_Action item_.
Only the lines of the data below from the one with "ring tip: (567, 304)" through the one with "thumb tip: (746, 267)" are wanted. Repeat them exactly.

_Working data_.
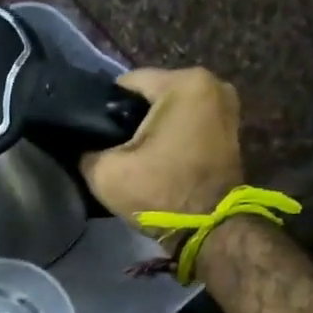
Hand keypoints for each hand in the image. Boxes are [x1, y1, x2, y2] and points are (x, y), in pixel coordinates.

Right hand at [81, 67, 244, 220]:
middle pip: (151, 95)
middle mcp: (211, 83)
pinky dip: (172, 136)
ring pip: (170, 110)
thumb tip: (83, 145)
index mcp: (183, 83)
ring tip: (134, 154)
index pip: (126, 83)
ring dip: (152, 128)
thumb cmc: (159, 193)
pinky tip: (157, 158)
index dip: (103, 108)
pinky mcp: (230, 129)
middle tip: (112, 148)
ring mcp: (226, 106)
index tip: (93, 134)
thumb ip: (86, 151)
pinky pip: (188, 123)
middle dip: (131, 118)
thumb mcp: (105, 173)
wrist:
---
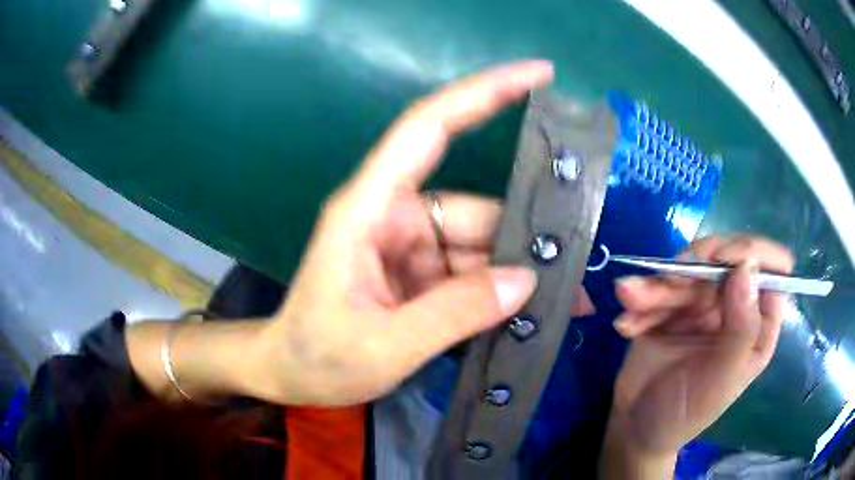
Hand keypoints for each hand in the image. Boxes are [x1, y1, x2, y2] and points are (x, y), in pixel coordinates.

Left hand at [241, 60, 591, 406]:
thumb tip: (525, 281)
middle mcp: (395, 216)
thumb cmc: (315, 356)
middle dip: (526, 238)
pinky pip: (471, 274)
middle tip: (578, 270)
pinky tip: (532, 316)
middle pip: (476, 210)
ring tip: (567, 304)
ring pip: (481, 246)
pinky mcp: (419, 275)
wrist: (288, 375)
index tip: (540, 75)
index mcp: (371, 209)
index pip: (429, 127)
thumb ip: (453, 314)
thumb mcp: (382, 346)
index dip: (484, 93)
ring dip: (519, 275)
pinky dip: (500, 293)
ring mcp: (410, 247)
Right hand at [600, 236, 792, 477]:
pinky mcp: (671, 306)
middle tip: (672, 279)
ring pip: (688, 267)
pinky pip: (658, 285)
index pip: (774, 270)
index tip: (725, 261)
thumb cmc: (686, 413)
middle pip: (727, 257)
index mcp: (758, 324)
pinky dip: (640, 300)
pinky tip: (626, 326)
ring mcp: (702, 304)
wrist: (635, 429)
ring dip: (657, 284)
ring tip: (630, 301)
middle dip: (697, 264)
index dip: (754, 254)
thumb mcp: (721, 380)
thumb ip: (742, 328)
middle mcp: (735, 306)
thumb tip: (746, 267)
...
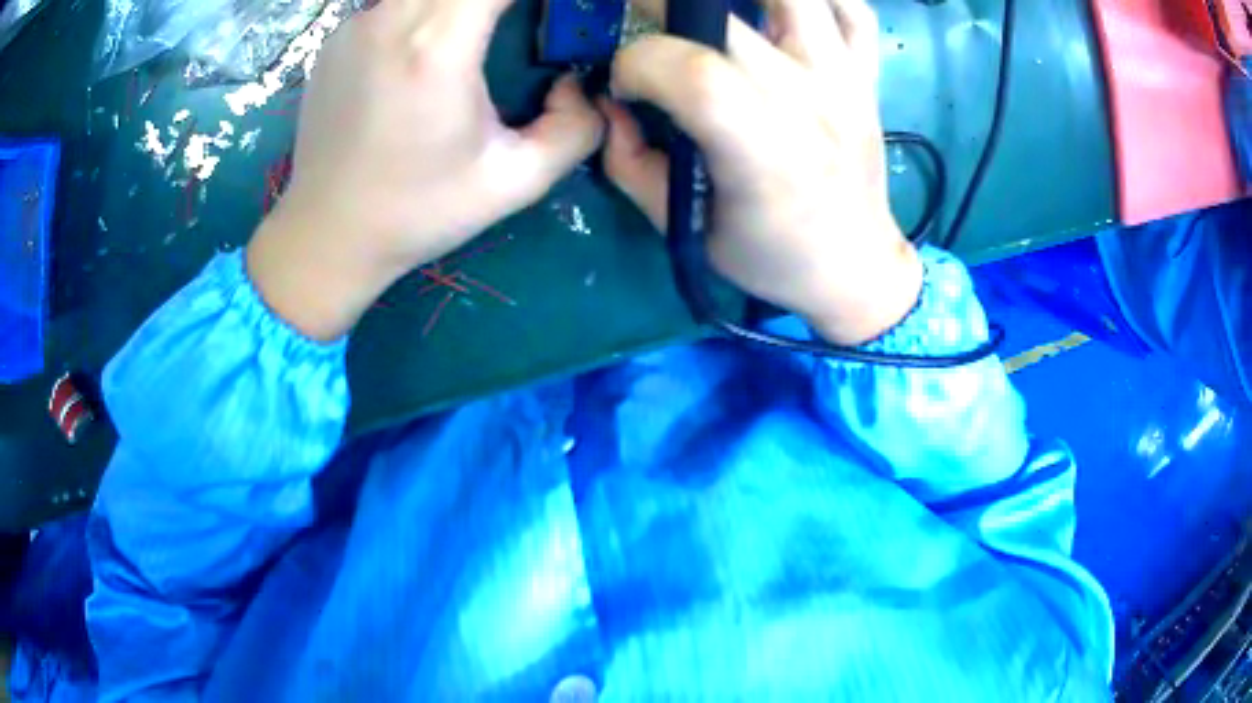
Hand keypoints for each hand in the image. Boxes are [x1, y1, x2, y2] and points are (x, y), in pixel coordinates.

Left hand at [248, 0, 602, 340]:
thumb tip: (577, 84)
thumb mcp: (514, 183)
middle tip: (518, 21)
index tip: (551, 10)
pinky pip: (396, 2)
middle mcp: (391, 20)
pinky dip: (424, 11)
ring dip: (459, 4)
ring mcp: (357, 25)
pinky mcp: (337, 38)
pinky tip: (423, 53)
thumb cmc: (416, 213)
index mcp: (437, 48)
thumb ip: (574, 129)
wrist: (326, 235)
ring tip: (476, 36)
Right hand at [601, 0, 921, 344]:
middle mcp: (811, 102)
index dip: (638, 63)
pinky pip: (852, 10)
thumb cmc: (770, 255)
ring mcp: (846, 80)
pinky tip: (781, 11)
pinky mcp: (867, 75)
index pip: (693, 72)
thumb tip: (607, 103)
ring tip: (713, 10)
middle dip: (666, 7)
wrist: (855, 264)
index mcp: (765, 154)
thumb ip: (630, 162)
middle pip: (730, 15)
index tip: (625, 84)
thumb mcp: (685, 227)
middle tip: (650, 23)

_Solution for this exercise_.
ring tip: (567, 304)
ring pip: (481, 246)
pinky mcp: (419, 275)
wrist: (288, 375)
index tip: (540, 75)
index mcp: (371, 209)
index pip: (429, 127)
thumb ip: (453, 314)
thumb mcp: (382, 346)
index dip: (484, 93)
ring dip: (519, 275)
pinky dip: (500, 293)
ring mcp: (410, 247)
Right hand at [600, 236, 792, 477]:
pinky mcp: (671, 306)
middle tip: (672, 279)
ring pip: (688, 267)
pinky pip: (658, 285)
index pip: (774, 270)
index tip: (725, 261)
thumb cmc: (686, 413)
middle pip: (727, 257)
index mcp: (758, 324)
pinky dip: (640, 300)
pinky tip: (626, 326)
ring mcp: (702, 304)
wrist: (635, 429)
ring dip: (657, 284)
ring tip: (630, 301)
middle dip: (697, 264)
index dip: (754, 254)
thumb mcp: (721, 380)
thumb ip: (742, 328)
middle mcp: (735, 306)
thumb tip: (746, 267)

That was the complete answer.